**WORK TASK:** An image-free, verbatim transcription of the records is the expected result.
======== SUPPLIED MATERIAL ========
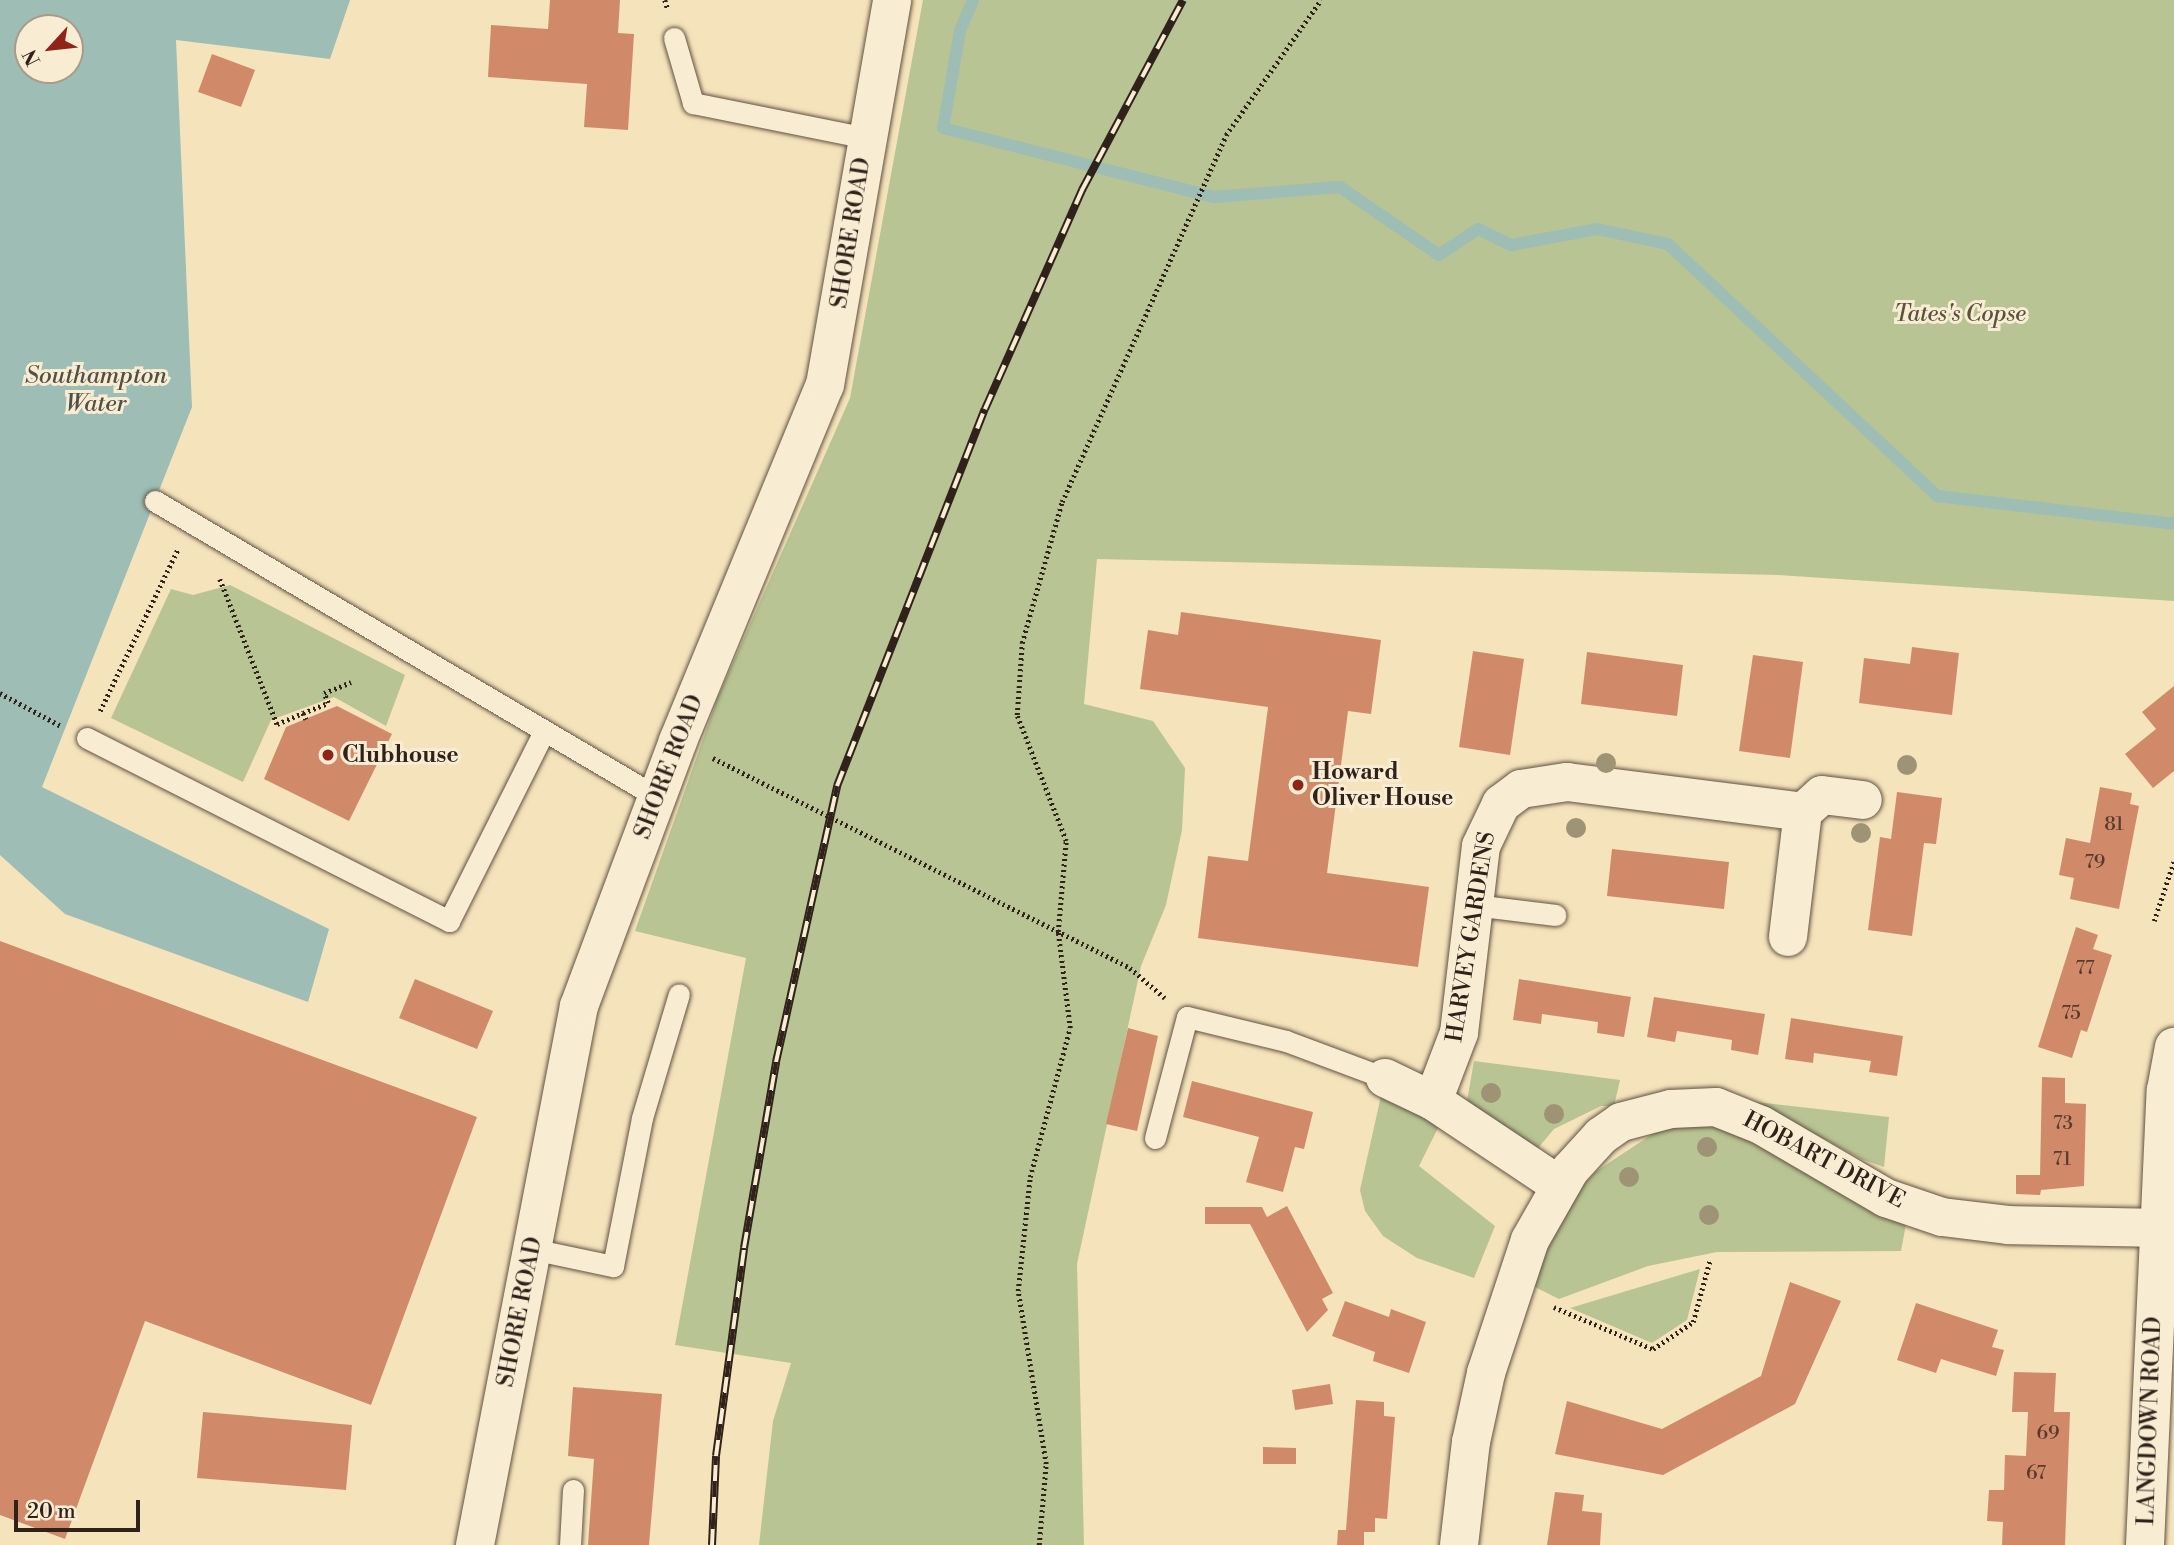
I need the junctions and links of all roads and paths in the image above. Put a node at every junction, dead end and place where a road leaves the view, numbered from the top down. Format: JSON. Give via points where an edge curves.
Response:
{"nodes":[{"id":1,"x":892,"y":0,"type":"edge"},
{"id":2,"x":1321,"y":0,"type":"edge"},
{"id":3,"x":674,"y":38,"type":"dead end"},
{"id":4,"x":866,"y":138,"type":"junction"},
{"id":5,"x":155,"y":501,"type":"dead end"},
{"id":6,"x":195,"y":525,"type":"junction"},
{"id":7,"x":351,"y":682,"type":"dead end"},
{"id":8,"x":0,"y":693,"type":"edge"},
{"id":9,"x":544,"y":731,"type":"junction"},
{"id":10,"x":87,"y":738,"type":"junction"},
{"id":11,"x":678,"y":741,"type":"junction"},
{"id":12,"x":657,"y":797,"type":"junction"},
{"id":13,"x":1863,"y":800,"type":"dead end"},
{"id":14,"x":1803,"y":812,"type":"junction"},
{"id":15,"x":2174,"y":861,"type":"edge"},
{"id":16,"x":1474,"y":905,"type":"junction"},
{"id":17,"x":1555,"y":915,"type":"dead end"},
{"id":18,"x":2154,"y":922,"type":"dead end"},
{"id":19,"x":1058,"y":932,"type":"junction"},
{"id":20,"x":1788,"y":937,"type":"dead end"},
{"id":21,"x":679,"y":994,"type":"dead end"},
{"id":22,"x":1186,"y":1017,"type":"junction"},
{"id":23,"x":2174,"y":1047,"type":"edge"},
{"id":24,"x":1385,"y":1078,"type":"joint"},
{"id":25,"x":1433,"y":1101,"type":"junction"},
{"id":26,"x":1155,"y":1138,"type":"dead end"},
{"id":27,"x":1559,"y":1185,"type":"junction"},
{"id":28,"x":2158,"y":1227,"type":"junction"},
{"id":29,"x":532,"y":1249,"type":"junction"},
{"id":30,"x":1710,"y":1260,"type":"dead end"},
{"id":31,"x":1554,"y":1307,"type":"dead end"},
{"id":32,"x":573,"y":1490,"type":"dead end"},
{"id":33,"x":2155,"y":1525,"type":"edge"},
{"id":34,"x":475,"y":1545,"type":"edge"},
{"id":35,"x":570,"y":1545,"type":"edge"},
{"id":36,"x":1039,"y":1545,"type":"edge"},
{"id":37,"x":1459,"y":1545,"type":"edge"}],
"edges":[{"from":1,"to":4,"type":"street","name":"SHORE ROAD"},
{"from":2,"to":19,"type":"path","via":[[1226,135],[1062,502],[1023,643],[1017,715],[1066,841]]},
{"from":3,"to":4,"type":"lane","via":[[693,103]]},
{"from":4,"to":11,"type":"street","name":"SHORE ROAD","via":[[825,385]]},
{"from":5,"to":6,"type":"lane"},
{"from":6,"to":7,"type":"path","via":[[277,724],[328,703],[324,693]]},
{"from":6,"to":9,"type":"lane"},
{"from":6,"to":10,"type":"path"},
{"from":8,"to":10,"type":"path"},
{"from":9,"to":10,"type":"lane","via":[[449,921]]},
{"from":9,"to":12,"type":"lane"},
{"from":11,"to":12,"type":"street","name":"SHORE ROAD"},
{"from":11,"to":19,"type":"path"},
{"from":12,"to":29,"type":"street","name":"SHORE ROAD","via":[[579,1006]]},
{"from":13,"to":14,"type":"street","via":[[1822,795]]},
{"from":14,"to":16,"type":"street","name":"HARVEY GARDENS","via":[[1567,782],[1521,789],[1502,804],[1489,824],[1481,846]]},
{"from":14,"to":20,"type":"street"},
{"from":15,"to":18,"type":"path"},
{"from":16,"to":17,"type":"lane"},
{"from":16,"to":25,"type":"street","name":"HARVEY GARDENS","via":[[1459,1033]]},
{"from":19,"to":22,"type":"path","via":[[1130,968]]},
{"from":19,"to":36,"type":"path","via":[[1070,1028],[1030,1177],[1018,1291],[1046,1464]]},
{"from":21,"to":29,"type":"lane","via":[[642,1118],[613,1266]]},
{"from":22,"to":24,"type":"lane","via":[[1286,1041]]},
{"from":22,"to":26,"type":"lane"},
{"from":23,"to":28,"type":"street","name":"LANGDOWN ROAD","via":[[2166,1090]]},
{"from":24,"to":25,"type":"street"},
{"from":25,"to":27,"type":"street"},
{"from":27,"to":28,"type":"street","name":"HOBART DRIVE","via":[[1601,1136],[1621,1122],[1671,1109],[1716,1107],[1770,1129],[1885,1198],[1942,1217],[2008,1225]]},
{"from":27,"to":37,"type":"street","name":"HOBART DRIVE","via":[[1530,1240],[1486,1373],[1471,1443]]},
{"from":28,"to":33,"type":"street","name":"LANGDOWN ROAD"},
{"from":29,"to":34,"type":"street","name":"SHORE ROAD"},
{"from":30,"to":31,"type":"path","via":[[1693,1322],[1653,1349]]},
{"from":32,"to":35,"type":"lane"}]}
========
**REPLY:**
I need the junctions and links of all roads and paths in the image above. Put a node at every junction, dead end and place where a road leaves the view, numbered from the top down. Format: JSON. Give via points where an edge curves.
Response:
{"nodes":[{"id":1,"x":892,"y":0,"type":"edge"},
{"id":2,"x":1321,"y":0,"type":"edge"},
{"id":3,"x":674,"y":38,"type":"dead end"},
{"id":4,"x":866,"y":138,"type":"junction"},
{"id":5,"x":155,"y":501,"type":"dead end"},
{"id":6,"x":195,"y":525,"type":"junction"},
{"id":7,"x":351,"y":682,"type":"dead end"},
{"id":8,"x":0,"y":693,"type":"edge"},
{"id":9,"x":544,"y":731,"type":"junction"},
{"id":10,"x":87,"y":738,"type":"junction"},
{"id":11,"x":678,"y":741,"type":"junction"},
{"id":12,"x":657,"y":797,"type":"junction"},
{"id":13,"x":1863,"y":800,"type":"dead end"},
{"id":14,"x":1803,"y":812,"type":"junction"},
{"id":15,"x":2174,"y":861,"type":"edge"},
{"id":16,"x":1474,"y":905,"type":"junction"},
{"id":17,"x":1555,"y":915,"type":"dead end"},
{"id":18,"x":2154,"y":922,"type":"dead end"},
{"id":19,"x":1058,"y":932,"type":"junction"},
{"id":20,"x":1788,"y":937,"type":"dead end"},
{"id":21,"x":679,"y":994,"type":"dead end"},
{"id":22,"x":1186,"y":1017,"type":"junction"},
{"id":23,"x":2174,"y":1047,"type":"edge"},
{"id":24,"x":1385,"y":1078,"type":"joint"},
{"id":25,"x":1433,"y":1101,"type":"junction"},
{"id":26,"x":1155,"y":1138,"type":"dead end"},
{"id":27,"x":1559,"y":1185,"type":"junction"},
{"id":28,"x":2158,"y":1227,"type":"junction"},
{"id":29,"x":532,"y":1249,"type":"junction"},
{"id":30,"x":1710,"y":1260,"type":"dead end"},
{"id":31,"x":1554,"y":1307,"type":"dead end"},
{"id":32,"x":573,"y":1490,"type":"dead end"},
{"id":33,"x":2155,"y":1525,"type":"edge"},
{"id":34,"x":475,"y":1545,"type":"edge"},
{"id":35,"x":570,"y":1545,"type":"edge"},
{"id":36,"x":1039,"y":1545,"type":"edge"},
{"id":37,"x":1459,"y":1545,"type":"edge"}],
"edges":[{"from":1,"to":4,"type":"street","name":"SHORE ROAD"},
{"from":2,"to":19,"type":"path","via":[[1226,135],[1062,502],[1023,643],[1017,715],[1066,841]]},
{"from":3,"to":4,"type":"lane","via":[[693,103]]},
{"from":4,"to":11,"type":"street","name":"SHORE ROAD","via":[[825,385]]},
{"from":5,"to":6,"type":"lane"},
{"from":6,"to":7,"type":"path","via":[[277,724],[328,703],[324,693]]},
{"from":6,"to":9,"type":"lane"},
{"from":6,"to":10,"type":"path"},
{"from":8,"to":10,"type":"path"},
{"from":9,"to":10,"type":"lane","via":[[449,921]]},
{"from":9,"to":12,"type":"lane"},
{"from":11,"to":12,"type":"street","name":"SHORE ROAD"},
{"from":11,"to":19,"type":"path"},
{"from":12,"to":29,"type":"street","name":"SHORE ROAD","via":[[579,1006]]},
{"from":13,"to":14,"type":"street","via":[[1822,795]]},
{"from":14,"to":16,"type":"street","name":"HARVEY GARDENS","via":[[1567,782],[1521,789],[1502,804],[1489,824],[1481,846]]},
{"from":14,"to":20,"type":"street"},
{"from":15,"to":18,"type":"path"},
{"from":16,"to":17,"type":"lane"},
{"from":16,"to":25,"type":"street","name":"HARVEY GARDENS","via":[[1459,1033]]},
{"from":19,"to":22,"type":"path","via":[[1130,968]]},
{"from":19,"to":36,"type":"path","via":[[1070,1028],[1030,1177],[1018,1291],[1046,1464]]},
{"from":21,"to":29,"type":"lane","via":[[642,1118],[613,1266]]},
{"from":22,"to":24,"type":"lane","via":[[1286,1041]]},
{"from":22,"to":26,"type":"lane"},
{"from":23,"to":28,"type":"street","name":"LANGDOWN ROAD","via":[[2166,1090]]},
{"from":24,"to":25,"type":"street"},
{"from":25,"to":27,"type":"street"},
{"from":27,"to":28,"type":"street","name":"HOBART DRIVE","via":[[1601,1136],[1621,1122],[1671,1109],[1716,1107],[1770,1129],[1885,1198],[1942,1217],[2008,1225]]},
{"from":27,"to":37,"type":"street","name":"HOBART DRIVE","via":[[1530,1240],[1486,1373],[1471,1443]]},
{"from":28,"to":33,"type":"street","name":"LANGDOWN ROAD"},
{"from":29,"to":34,"type":"street","name":"SHORE ROAD"},
{"from":30,"to":31,"type":"path","via":[[1693,1322],[1653,1349]]},
{"from":32,"to":35,"type":"lane"}]}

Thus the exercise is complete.